I think it's a stretch to say that there is no separation of church and state in law or founding documents. If you use that logic, there's very little in founding documents. They're very ambiguous, and were created that way for a reason. These laws are very open to interpretation which is what has made them so flexible to this day.

The correspondance you're speaking of was Jefferson to the Danbury Baptists which is said:
Quote:
Originally Posted by Thomas Jefferson
Believing with you that religion is a matter which lies solely between man and his god, that he owes account to none other for his faith or his worship, that the legitimate powers of government reach actions only, and not opinions, I contemplate with sovereign reverence that act of the whole American people which declared that their "legislature" should "make no law respecting an establishment of religion, or prohibiting the free exercise thereof," thus building a wall of separation between church and State. Adhering to this expression of the supreme will of the nation in behalf of the rights of conscience, I shall see with sincere satisfaction the progress of those sentiments which tend to restore to man all his natural rights, convinced he has no natural right in opposition to his social duties.
I think he makes his idea of what that law should stand for relatively obvious here.

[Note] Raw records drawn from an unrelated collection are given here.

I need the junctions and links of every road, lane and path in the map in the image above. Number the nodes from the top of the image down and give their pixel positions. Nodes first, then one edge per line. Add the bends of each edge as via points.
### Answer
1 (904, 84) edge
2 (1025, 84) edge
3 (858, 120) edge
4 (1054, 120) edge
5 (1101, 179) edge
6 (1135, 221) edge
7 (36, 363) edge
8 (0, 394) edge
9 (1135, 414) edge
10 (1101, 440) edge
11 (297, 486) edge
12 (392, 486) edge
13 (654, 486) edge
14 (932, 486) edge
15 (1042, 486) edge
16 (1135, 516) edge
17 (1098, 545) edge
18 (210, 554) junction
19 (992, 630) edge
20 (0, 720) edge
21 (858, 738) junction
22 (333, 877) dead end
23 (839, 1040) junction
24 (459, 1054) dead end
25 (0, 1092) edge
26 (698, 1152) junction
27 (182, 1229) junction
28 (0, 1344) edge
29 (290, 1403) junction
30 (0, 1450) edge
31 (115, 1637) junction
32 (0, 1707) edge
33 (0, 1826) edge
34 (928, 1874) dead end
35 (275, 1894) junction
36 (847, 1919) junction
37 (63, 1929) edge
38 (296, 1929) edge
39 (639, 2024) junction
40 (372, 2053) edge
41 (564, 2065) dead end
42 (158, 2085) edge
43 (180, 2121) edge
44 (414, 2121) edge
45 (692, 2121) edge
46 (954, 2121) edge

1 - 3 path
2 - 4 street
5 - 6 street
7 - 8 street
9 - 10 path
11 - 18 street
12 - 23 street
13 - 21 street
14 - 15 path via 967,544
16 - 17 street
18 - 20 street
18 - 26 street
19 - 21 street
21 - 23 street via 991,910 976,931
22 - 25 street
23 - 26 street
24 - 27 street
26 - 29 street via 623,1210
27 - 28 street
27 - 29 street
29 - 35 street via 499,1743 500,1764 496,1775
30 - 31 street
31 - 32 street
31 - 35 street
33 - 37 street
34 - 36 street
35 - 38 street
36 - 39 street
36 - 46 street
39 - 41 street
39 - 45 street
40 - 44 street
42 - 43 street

Also, to say it's not in law is a fallacy as well. The Supreme Court used that exact phrase in one of their rulings.
Quote:
Originally Posted by Supreme Court
The phrase "separation of church and state" became a definitive part of Establishment Clause jurisprudence in Reynolds v. U.S. (1879), where the court examined Jefferson's involvement with the amendment and concluded that his interpretation was "almost an authoritative declaration" of its meaning.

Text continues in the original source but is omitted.